(Items from a data source)
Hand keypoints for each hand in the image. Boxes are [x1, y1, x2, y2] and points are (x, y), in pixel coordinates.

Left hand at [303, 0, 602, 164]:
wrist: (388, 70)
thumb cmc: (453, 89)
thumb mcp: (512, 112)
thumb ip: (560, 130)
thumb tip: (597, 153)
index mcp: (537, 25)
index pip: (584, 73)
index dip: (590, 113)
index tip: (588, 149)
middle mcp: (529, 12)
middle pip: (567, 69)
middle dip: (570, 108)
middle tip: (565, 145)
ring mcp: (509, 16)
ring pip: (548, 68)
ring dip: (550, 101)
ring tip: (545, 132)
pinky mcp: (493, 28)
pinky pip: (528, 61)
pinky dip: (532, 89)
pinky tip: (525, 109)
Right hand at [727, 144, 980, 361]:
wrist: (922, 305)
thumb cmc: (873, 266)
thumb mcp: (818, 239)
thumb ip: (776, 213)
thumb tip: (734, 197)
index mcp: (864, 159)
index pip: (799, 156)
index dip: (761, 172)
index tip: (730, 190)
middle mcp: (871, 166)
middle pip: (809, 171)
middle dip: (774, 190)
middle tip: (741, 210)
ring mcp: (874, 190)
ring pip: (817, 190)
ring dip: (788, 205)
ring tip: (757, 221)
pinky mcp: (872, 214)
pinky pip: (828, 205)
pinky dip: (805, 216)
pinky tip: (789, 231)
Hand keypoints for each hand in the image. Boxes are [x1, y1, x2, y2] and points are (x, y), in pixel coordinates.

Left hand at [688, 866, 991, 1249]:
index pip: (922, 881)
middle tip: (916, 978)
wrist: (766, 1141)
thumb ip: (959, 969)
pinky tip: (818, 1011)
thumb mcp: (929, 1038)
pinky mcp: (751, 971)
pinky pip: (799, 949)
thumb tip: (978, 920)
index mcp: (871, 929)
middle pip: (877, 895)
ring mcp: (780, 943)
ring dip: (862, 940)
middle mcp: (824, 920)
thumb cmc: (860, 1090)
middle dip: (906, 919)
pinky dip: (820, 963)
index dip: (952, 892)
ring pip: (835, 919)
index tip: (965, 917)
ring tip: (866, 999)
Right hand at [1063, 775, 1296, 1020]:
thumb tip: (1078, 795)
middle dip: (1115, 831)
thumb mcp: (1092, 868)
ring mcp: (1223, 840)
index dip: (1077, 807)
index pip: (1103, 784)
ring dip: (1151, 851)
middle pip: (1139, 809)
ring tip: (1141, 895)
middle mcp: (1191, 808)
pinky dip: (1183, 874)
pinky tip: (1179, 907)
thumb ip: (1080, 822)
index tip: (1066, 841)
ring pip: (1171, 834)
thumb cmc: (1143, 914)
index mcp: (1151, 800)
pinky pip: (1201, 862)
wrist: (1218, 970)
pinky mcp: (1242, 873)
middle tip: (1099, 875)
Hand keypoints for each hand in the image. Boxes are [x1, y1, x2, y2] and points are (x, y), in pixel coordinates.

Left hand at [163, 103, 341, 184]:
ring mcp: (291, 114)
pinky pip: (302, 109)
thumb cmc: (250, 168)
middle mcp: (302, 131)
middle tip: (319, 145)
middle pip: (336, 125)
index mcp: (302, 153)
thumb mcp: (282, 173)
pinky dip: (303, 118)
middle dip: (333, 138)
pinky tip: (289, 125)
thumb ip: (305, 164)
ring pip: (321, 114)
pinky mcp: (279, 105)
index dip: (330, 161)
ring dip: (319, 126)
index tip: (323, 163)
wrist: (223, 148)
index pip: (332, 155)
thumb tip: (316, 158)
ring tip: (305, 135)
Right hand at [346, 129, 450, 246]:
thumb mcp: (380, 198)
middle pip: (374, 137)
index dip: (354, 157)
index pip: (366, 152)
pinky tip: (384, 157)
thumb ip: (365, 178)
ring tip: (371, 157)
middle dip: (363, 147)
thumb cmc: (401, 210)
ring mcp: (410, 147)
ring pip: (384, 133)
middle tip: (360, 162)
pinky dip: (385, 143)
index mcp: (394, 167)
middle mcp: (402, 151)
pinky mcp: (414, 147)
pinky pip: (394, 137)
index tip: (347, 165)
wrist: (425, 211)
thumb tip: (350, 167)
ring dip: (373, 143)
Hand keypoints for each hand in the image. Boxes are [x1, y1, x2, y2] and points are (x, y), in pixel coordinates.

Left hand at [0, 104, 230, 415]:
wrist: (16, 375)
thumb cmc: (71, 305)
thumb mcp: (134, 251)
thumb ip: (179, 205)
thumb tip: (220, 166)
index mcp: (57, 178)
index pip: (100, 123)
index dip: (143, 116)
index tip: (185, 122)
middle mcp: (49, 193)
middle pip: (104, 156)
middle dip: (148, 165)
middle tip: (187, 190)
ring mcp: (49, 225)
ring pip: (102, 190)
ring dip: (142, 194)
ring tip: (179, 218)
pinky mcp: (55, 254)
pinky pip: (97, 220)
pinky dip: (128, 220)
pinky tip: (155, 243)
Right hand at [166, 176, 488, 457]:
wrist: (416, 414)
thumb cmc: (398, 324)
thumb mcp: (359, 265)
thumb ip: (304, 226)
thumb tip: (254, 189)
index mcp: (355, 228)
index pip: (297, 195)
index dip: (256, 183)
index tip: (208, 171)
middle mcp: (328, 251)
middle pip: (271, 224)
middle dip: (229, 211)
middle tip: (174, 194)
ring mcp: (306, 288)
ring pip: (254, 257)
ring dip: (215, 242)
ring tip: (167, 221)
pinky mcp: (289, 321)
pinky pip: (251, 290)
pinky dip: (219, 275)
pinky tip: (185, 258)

> TO DO
Give all the records again. Match them exactly.

> SOLUTION FOR THIS EXERCISE
Hand keypoints for each hand in the image. Boxes are [x1, y1, x2, y2] and points are (x, y), in pixel coordinates.

Left hand at [303, 0, 602, 164]:
wrist: (388, 70)
thumb cmc: (453, 89)
thumb mcp: (512, 112)
thumb ip: (560, 130)
thumb tip: (597, 153)
index mcp: (537, 25)
index pip: (584, 73)
index dip: (590, 113)
index tip: (588, 149)
middle mcp: (529, 12)
middle pip: (567, 69)
middle dip: (570, 108)
middle tip: (565, 145)
ring mcp: (509, 16)
ring pip: (548, 68)
ring dip: (550, 101)
ring tip: (545, 132)
pinky mcp: (493, 28)
pinky pip: (528, 61)
pinky dip: (532, 89)
pinky tip: (525, 109)
Right hand at [727, 144, 980, 361]:
wrist: (922, 305)
thumb cmc: (873, 266)
thumb mcp: (818, 239)
thumb ip: (776, 213)
thumb tip: (734, 197)
index mcp: (864, 159)
index pip: (799, 156)
index dip: (761, 172)
index tip: (730, 190)
middle mcp: (871, 166)
middle pip: (809, 171)
middle dip: (774, 190)
middle tip: (741, 210)
ring mcp: (874, 190)
ring pip: (817, 190)
ring dip: (788, 205)
ring tip: (757, 221)
pinky mcp: (872, 214)
pinky pip: (828, 205)
pinky dip: (805, 216)
pinky tip: (789, 231)
Hand keypoints for each hand in the image. Boxes are [x1, y1, x2, y2] and points are (x, y), in pixel coordinates.

Left hand at [688, 866, 991, 1249]:
index pip: (922, 881)
middle tip: (916, 978)
wrist: (766, 1141)
thumb ip: (959, 969)
pinky tip: (818, 1011)
thumb mcp: (929, 1038)
pinky mcp: (751, 971)
pinky pip: (799, 949)
thumb tip: (978, 920)
index mcp: (871, 929)
middle pip: (877, 895)
ring mcp: (780, 943)
ring dip: (862, 940)
middle mcp: (824, 920)
thumb cmc: (860, 1090)
middle dip: (906, 919)
pinky dip: (820, 963)
index dip: (952, 892)
ring pip: (835, 919)
index tip: (965, 917)
ring tip: (866, 999)
Right hand at [1063, 775, 1296, 1020]:
thumb tip: (1078, 795)
middle dip: (1115, 831)
thumb mcp: (1092, 868)
ring mcp: (1223, 840)
index dip: (1077, 807)
index pip: (1103, 784)
ring dip: (1151, 851)
middle pip: (1139, 809)
ring tip: (1141, 895)
middle mcp: (1191, 808)
pinky dip: (1183, 874)
pinky tip: (1179, 907)
thumb ip: (1080, 822)
index tip: (1066, 841)
ring pip: (1171, 834)
thumb cmc: (1143, 914)
index mcp: (1151, 800)
pinky pip: (1201, 862)
wrist: (1218, 970)
pinky mcp: (1242, 873)
middle tip: (1099, 875)
Hand keypoints for each hand in the image. Boxes are [x1, y1, x2, y2] and points are (x, y), in pixel coordinates.

Left hand at [163, 103, 341, 184]:
ring mcp: (291, 114)
pinky pip: (302, 109)
thumb cmc: (250, 168)
middle mcp: (302, 131)
middle tip: (319, 145)
middle pip: (336, 125)
index mcp: (302, 153)
thumb mcp: (282, 173)
pinky dip: (303, 118)
middle dip: (333, 138)
pinky tip: (289, 125)
thumb ip: (305, 164)
ring pip: (321, 114)
pinky mcp: (279, 105)
index dip: (330, 161)
ring dip: (319, 126)
index tip: (323, 163)
wrist: (223, 148)
index pip: (332, 155)
thumb tip: (316, 158)
ring tip: (305, 135)
Right hand at [346, 129, 450, 246]:
thumb mcp: (380, 198)
middle pip: (374, 137)
index dip: (354, 157)
index pip: (366, 152)
pinky tip: (384, 157)
thumb ip: (365, 178)
ring tip: (371, 157)
middle dip: (363, 147)
thumb cmc: (401, 210)
ring mcp: (410, 147)
ring pip: (384, 133)
middle tip: (360, 162)
pinky dip: (385, 143)
index mcp: (394, 167)
middle mcp: (402, 151)
pinky mcp: (414, 147)
pinky pip: (394, 137)
index tip: (347, 165)
wrist: (425, 211)
thumb tip: (350, 167)
ring dip: (373, 143)
Hand keypoints for each hand in the image. Boxes are [x1, y1, x2, y2] and points are (x, y), in pixel coordinates.

Left hand at [0, 104, 230, 415]:
wrist: (16, 375)
thumb cmc: (71, 305)
thumb mcp: (134, 251)
thumb ip: (179, 205)
thumb tip: (220, 166)
index mcp: (57, 178)
index pip: (100, 123)
index dip: (143, 116)
index tip: (185, 122)
middle mcp: (49, 193)
middle pip: (104, 156)
middle dip: (148, 165)
middle tip: (187, 190)
ring mcp: (49, 225)
ring pip: (102, 190)
ring dip: (142, 194)
ring tip: (179, 218)
pinky mcp: (55, 254)
pinky pip: (97, 220)
pinky dip: (128, 220)
pinky tip: (155, 243)
Right hand at [166, 176, 488, 457]:
wrist: (416, 414)
thumb cmc: (398, 324)
thumb mcp: (359, 265)
thumb ip: (304, 226)
thumb tip: (254, 189)
index mcp: (355, 228)
index pip: (297, 195)
index dip: (256, 183)
index tip: (208, 171)
middle mcp: (328, 251)
middle pip: (271, 224)
middle dip: (229, 211)
middle tip: (174, 194)
ring mcp: (306, 288)
ring pip: (254, 257)
ring dip: (215, 242)
ring tip: (167, 221)
pinky mcp: (289, 321)
pinky pip: (251, 290)
pinky dip: (219, 275)
pinky tip: (185, 258)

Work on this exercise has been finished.